▶ [DATA SHOWN]
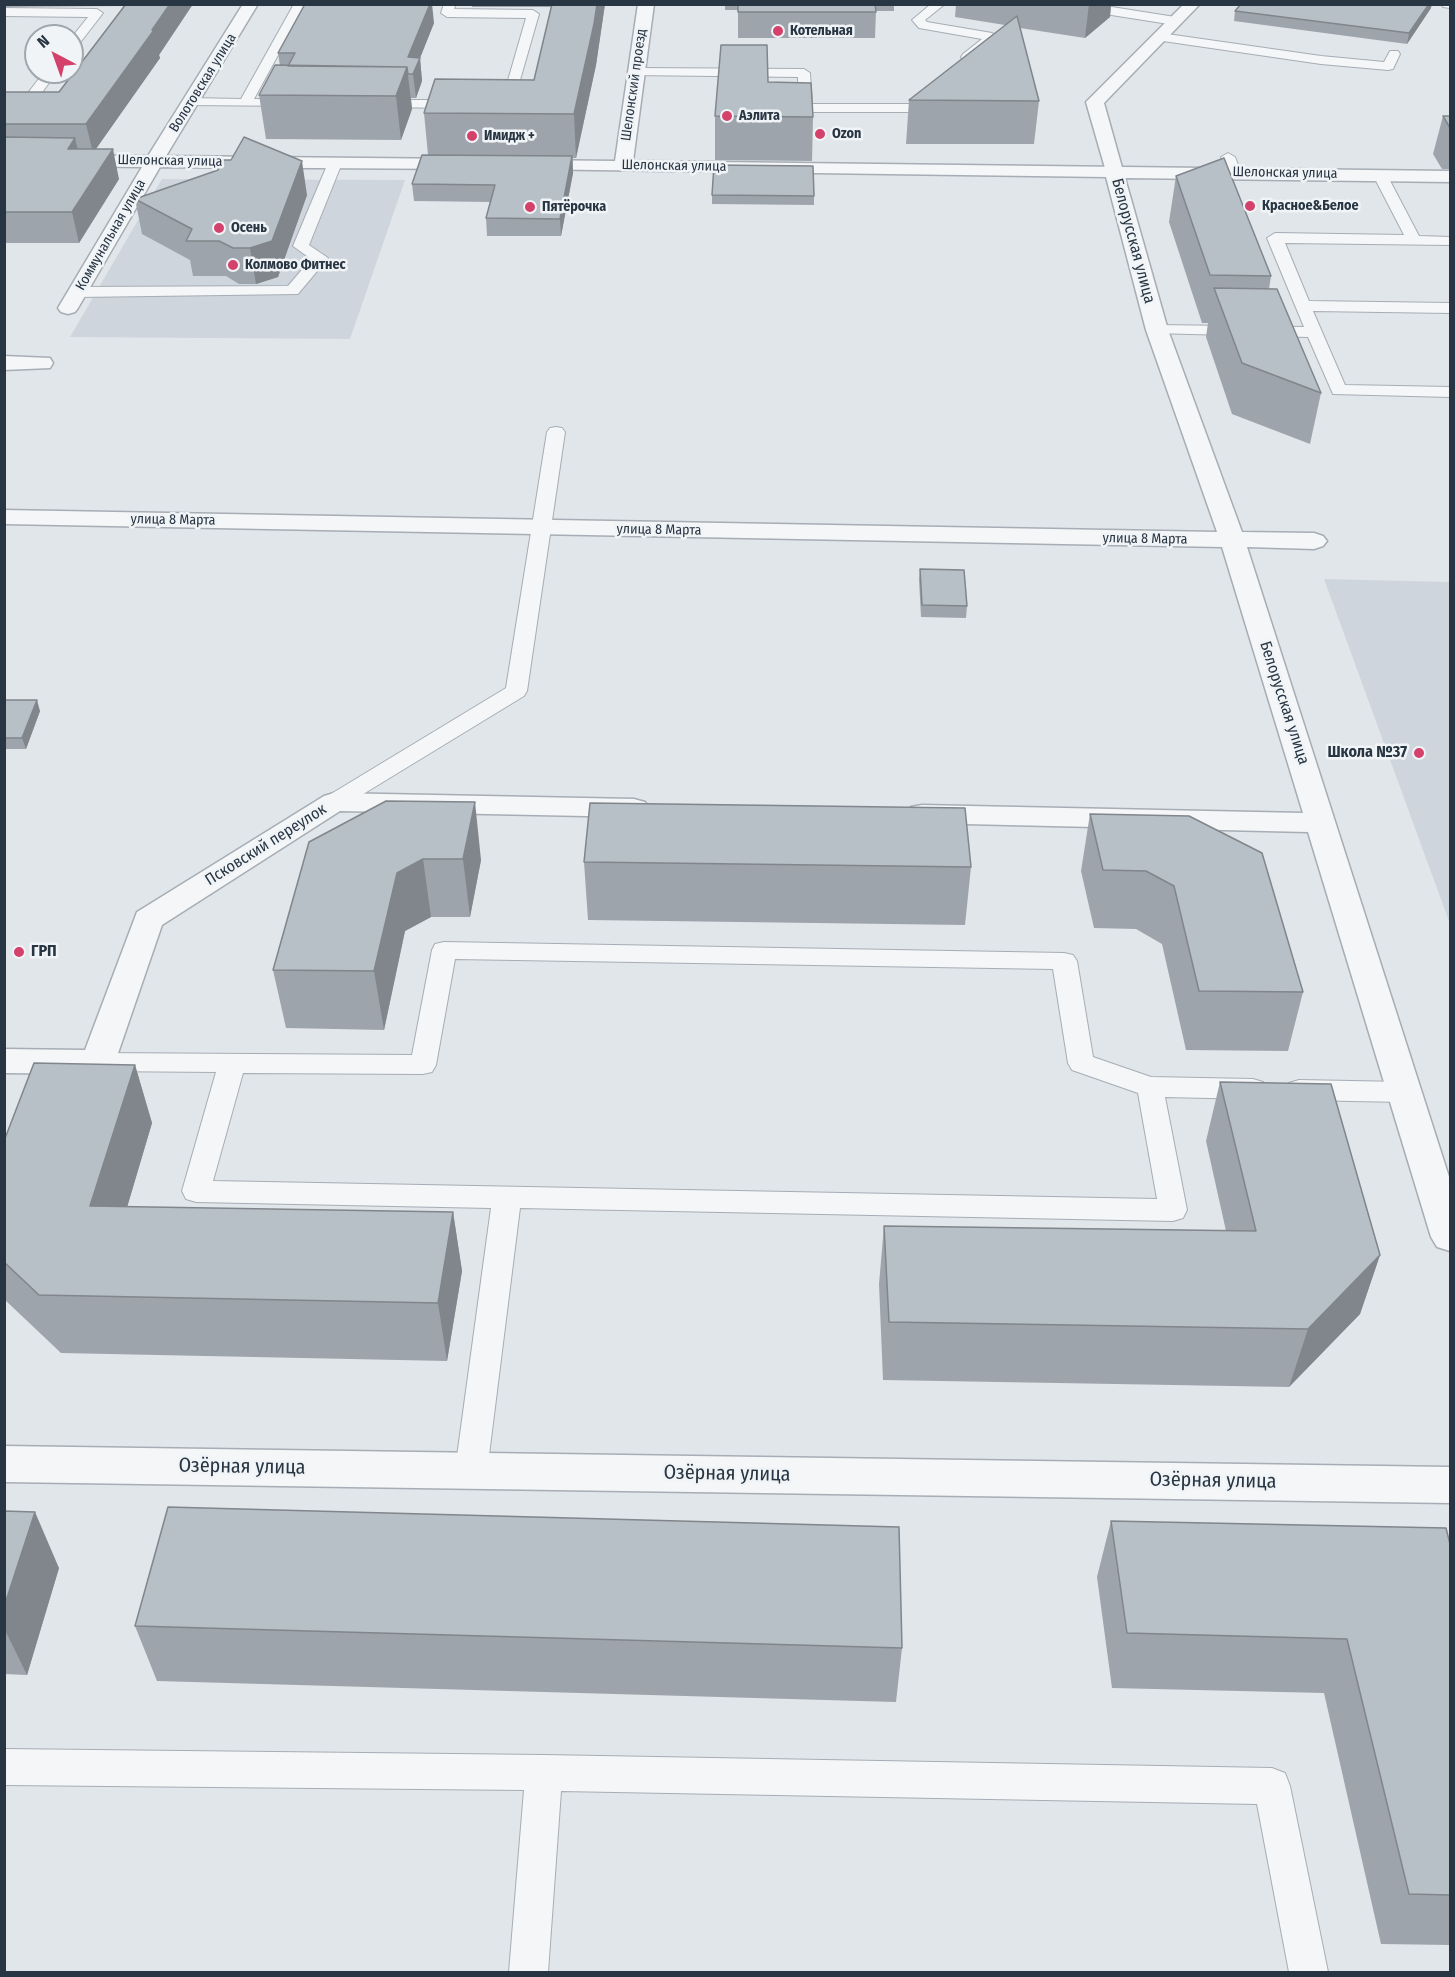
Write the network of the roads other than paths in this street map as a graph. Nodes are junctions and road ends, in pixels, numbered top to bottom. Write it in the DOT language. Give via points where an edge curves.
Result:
graph roads {
  1 [pos="251,4"];
  2 [pos="300,4"];
  3 [pos="450,4"];
  4 [pos="646,4"];
  5 [pos="939,4"];
  6 [pos="1067,4"];
  7 [pos="1193,4"];
  8 [pos="9,10"];
  9 [pos="1175,21"];
  10 [pos="84,30"];
  11 [pos="1160,37"];
  12 [pos="1394,54"];
  13 [pos="958,64"];
  14 [pos="636,72"];
  15 [pos="42,84"];
  16 [pos="932,85"];
  17 [pos="190,102"];
  18 [pos="245,103"];
  19 [pos="304,103"];
  20 [pos="364,104"];
  21 [pos="4,110"];
  22 [pos="4,160"];
  23 [pos="154,161"];
  24 [pos="335,163"];
  25 [pos="484,164"];
  26 [pos="507,164"];
  27 [pos="623,165"];
  28 [pos="1114,171"];
  29 [pos="1380,175"];
  30 [pos="1450,176"];
  31 [pos="1414,240"];
  32 [pos="1450,241"];
  33 [pos="73,300"];
  34 [pos="1303,306"];
  35 [pos="1450,308"];
  36 [pos="1157,330"];
  37 [pos="1314,332"];
  38 [pos="4,363"];
  39 [pos="42,363"];
  40 [pos="1450,392"];
  41 [pos="556,432"];
  42 [pos="4,517"];
  43 [pos="541,528"];
  44 [pos="1232,540"];
  45 [pos="1314,541"];
  46 [pos="334,802"];
  47 [pos="656,808"];
  48 [pos="894,813"];
  49 [pos="1322,823"];
  50 [pos="4,1061"];
  51 [pos="98,1062"];
  52 [pos="232,1063"];
  53 [pos="1150,1087"];
  54 [pos="1404,1092"];
  55 [pos="507,1197"];
  56 [pos="1450,1237"];
  57 [pos="4,1464"];
  58 [pos="471,1471"];
  59 [pos="1450,1485"];
  60 [pos="4,1767"];
  61 [pos="544,1773"];
  62 [pos="528,1972"];
  63 [pos="1308,1972"];
  1 -- 17 [label="street, Волотовская улица"];
  2 -- 18 [label="lane"];
  3 -- 20 [label="lane" via="447,13 533,14 507,105"];
  4 -- 14 [label="street, Шелонский проезд"];
  5 -- 13 [label="lane" via="918,20 923,25 992,37"];
  6 -- 9 [label="lane"];
  7 -- 9 [label="street"];
  8 -- 10 [label="lane" via="97,13"];
  9 -- 11 [label="street"];
  11 -- 12 [label="lane" via="1388,66"];
  11 -- 28 [label="street, Белорусская улица" via="1095,102"];
  14 -- 16 [label="lane" via="804,73 805,108 934,108"];
  14 -- 27 [label="street, Шелонский проезд"];
  15 -- 21 [label="lane" via="22,110"];
  17 -- 18 [label="lane"];
  17 -- 23 [label="street, Волотовская улица"];
  18 -- 19 [label="lane"];
  22 -- 23 [label="street, Шелонская улица"];
  23 -- 24 [label="street, Шелонская улица"];
  23 -- 33 [label="street, Коммунальная улица"];
  24 -- 25 [label="street, Шелонская улица"];
  24 -- 33 [label="lane" via="301,246 320,258 292,291"];
  26 -- 27 [label="street, Шелонская улица"];
  27 -- 28 [label="street, Шелонская улица"];
  28 -- 29 [label="street, Шелонская улица" via="1231,165"];
  28 -- 36 [label="street, Белорусская улица"];
  29 -- 30 [label="street, Шелонская улица"];
  29 -- 31 [label="lane"];
  31 -- 32 [label="lane"];
  31 -- 34 [label="lane" via="1275,238"];
  34 -- 35 [label="lane"];
  34 -- 37 [label="lane"];
  36 -- 37 [label="lane"];
  36 -- 44 [label="street, Белорусская улица"];
  37 -- 40 [label="lane" via="1339,390"];
  38 -- 39 [label="street"];
  41 -- 43 [label="lane"];
  42 -- 43 [label="street, улица 8 Марта"];
  43 -- 44 [label="street, улица 8 Марта"];
  43 -- 46 [label="lane" via="516,691"];
  44 -- 45 [label="street, улица 8 Марта"];
  44 -- 49 [label="street, Белорусская улица"];
  46 -- 47 [label="street, Псковский переулок"];
  46 -- 51 [label="street, Псковский переулок" via="148,919"];
  48 -- 49 [label="street"];
  49 -- 54 [label="street, Белорусская улица"];
  50 -- 51 [label="street"];
  51 -- 52 [label="lane"];
  52 -- 53 [label="lane" via="423,1065 444,950 1064,961 1081,1064"];
  52 -- 55 [label="lane" via="196,1191"];
  53 -- 54 [label="lane"];
  53 -- 55 [label="lane" via="1173,1210"];
  54 -- 56 [label="street, Белорусская улица"];
  55 -- 58 [label="lane"];
  57 -- 58 [label="street, Озёрная улица"];
  58 -- 59 [label="street, Озёрная улица"];
  60 -- 61 [label="lane"];
  61 -- 62 [label="lane"];
  61 -- 63 [label="lane" via="1272,1786"];
}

▶ [WHAT IS NEEDED] Would you reproduce each line of the material exactly, omitting the images?

▶ [SOLUTION TO THE EXERCISE]
Write the network of the roads other than paths in this street map as a graph. Nodes are junctions and road ends, in pixels, numbered top to bottom. Write it in the DOT language. Give via points where an edge curves.
Result:
graph roads {
  1 [pos="251,4"];
  2 [pos="300,4"];
  3 [pos="450,4"];
  4 [pos="646,4"];
  5 [pos="939,4"];
  6 [pos="1067,4"];
  7 [pos="1193,4"];
  8 [pos="9,10"];
  9 [pos="1175,21"];
  10 [pos="84,30"];
  11 [pos="1160,37"];
  12 [pos="1394,54"];
  13 [pos="958,64"];
  14 [pos="636,72"];
  15 [pos="42,84"];
  16 [pos="932,85"];
  17 [pos="190,102"];
  18 [pos="245,103"];
  19 [pos="304,103"];
  20 [pos="364,104"];
  21 [pos="4,110"];
  22 [pos="4,160"];
  23 [pos="154,161"];
  24 [pos="335,163"];
  25 [pos="484,164"];
  26 [pos="507,164"];
  27 [pos="623,165"];
  28 [pos="1114,171"];
  29 [pos="1380,175"];
  30 [pos="1450,176"];
  31 [pos="1414,240"];
  32 [pos="1450,241"];
  33 [pos="73,300"];
  34 [pos="1303,306"];
  35 [pos="1450,308"];
  36 [pos="1157,330"];
  37 [pos="1314,332"];
  38 [pos="4,363"];
  39 [pos="42,363"];
  40 [pos="1450,392"];
  41 [pos="556,432"];
  42 [pos="4,517"];
  43 [pos="541,528"];
  44 [pos="1232,540"];
  45 [pos="1314,541"];
  46 [pos="334,802"];
  47 [pos="656,808"];
  48 [pos="894,813"];
  49 [pos="1322,823"];
  50 [pos="4,1061"];
  51 [pos="98,1062"];
  52 [pos="232,1063"];
  53 [pos="1150,1087"];
  54 [pos="1404,1092"];
  55 [pos="507,1197"];
  56 [pos="1450,1237"];
  57 [pos="4,1464"];
  58 [pos="471,1471"];
  59 [pos="1450,1485"];
  60 [pos="4,1767"];
  61 [pos="544,1773"];
  62 [pos="528,1972"];
  63 [pos="1308,1972"];
  1 -- 17 [label="street, Волотовская улица"];
  2 -- 18 [label="lane"];
  3 -- 20 [label="lane" via="447,13 533,14 507,105"];
  4 -- 14 [label="street, Шелонский проезд"];
  5 -- 13 [label="lane" via="918,20 923,25 992,37"];
  6 -- 9 [label="lane"];
  7 -- 9 [label="street"];
  8 -- 10 [label="lane" via="97,13"];
  9 -- 11 [label="street"];
  11 -- 12 [label="lane" via="1388,66"];
  11 -- 28 [label="street, Белорусская улица" via="1095,102"];
  14 -- 16 [label="lane" via="804,73 805,108 934,108"];
  14 -- 27 [label="street, Шелонский проезд"];
  15 -- 21 [label="lane" via="22,110"];
  17 -- 18 [label="lane"];
  17 -- 23 [label="street, Волотовская улица"];
  18 -- 19 [label="lane"];
  22 -- 23 [label="street, Шелонская улица"];
  23 -- 24 [label="street, Шелонская улица"];
  23 -- 33 [label="street, Коммунальная улица"];
  24 -- 25 [label="street, Шелонская улица"];
  24 -- 33 [label="lane" via="301,246 320,258 292,291"];
  26 -- 27 [label="street, Шелонская улица"];
  27 -- 28 [label="street, Шелонская улица"];
  28 -- 29 [label="street, Шелонская улица" via="1231,165"];
  28 -- 36 [label="street, Белорусская улица"];
  29 -- 30 [label="street, Шелонская улица"];
  29 -- 31 [label="lane"];
  31 -- 32 [label="lane"];
  31 -- 34 [label="lane" via="1275,238"];
  34 -- 35 [label="lane"];
  34 -- 37 [label="lane"];
  36 -- 37 [label="lane"];
  36 -- 44 [label="street, Белорусская улица"];
  37 -- 40 [label="lane" via="1339,390"];
  38 -- 39 [label="street"];
  41 -- 43 [label="lane"];
  42 -- 43 [label="street, улица 8 Марта"];
  43 -- 44 [label="street, улица 8 Марта"];
  43 -- 46 [label="lane" via="516,691"];
  44 -- 45 [label="street, улица 8 Марта"];
  44 -- 49 [label="street, Белорусская улица"];
  46 -- 47 [label="street, Псковский переулок"];
  46 -- 51 [label="street, Псковский переулок" via="148,919"];
  48 -- 49 [label="street"];
  49 -- 54 [label="street, Белорусская улица"];
  50 -- 51 [label="street"];
  51 -- 52 [label="lane"];
  52 -- 53 [label="lane" via="423,1065 444,950 1064,961 1081,1064"];
  52 -- 55 [label="lane" via="196,1191"];
  53 -- 54 [label="lane"];
  53 -- 55 [label="lane" via="1173,1210"];
  54 -- 56 [label="street, Белорусская улица"];
  55 -- 58 [label="lane"];
  57 -- 58 [label="street, Озёрная улица"];
  58 -- 59 [label="street, Озёрная улица"];
  60 -- 61 [label="lane"];
  61 -- 62 [label="lane"];
  61 -- 63 [label="lane" via="1272,1786"];
}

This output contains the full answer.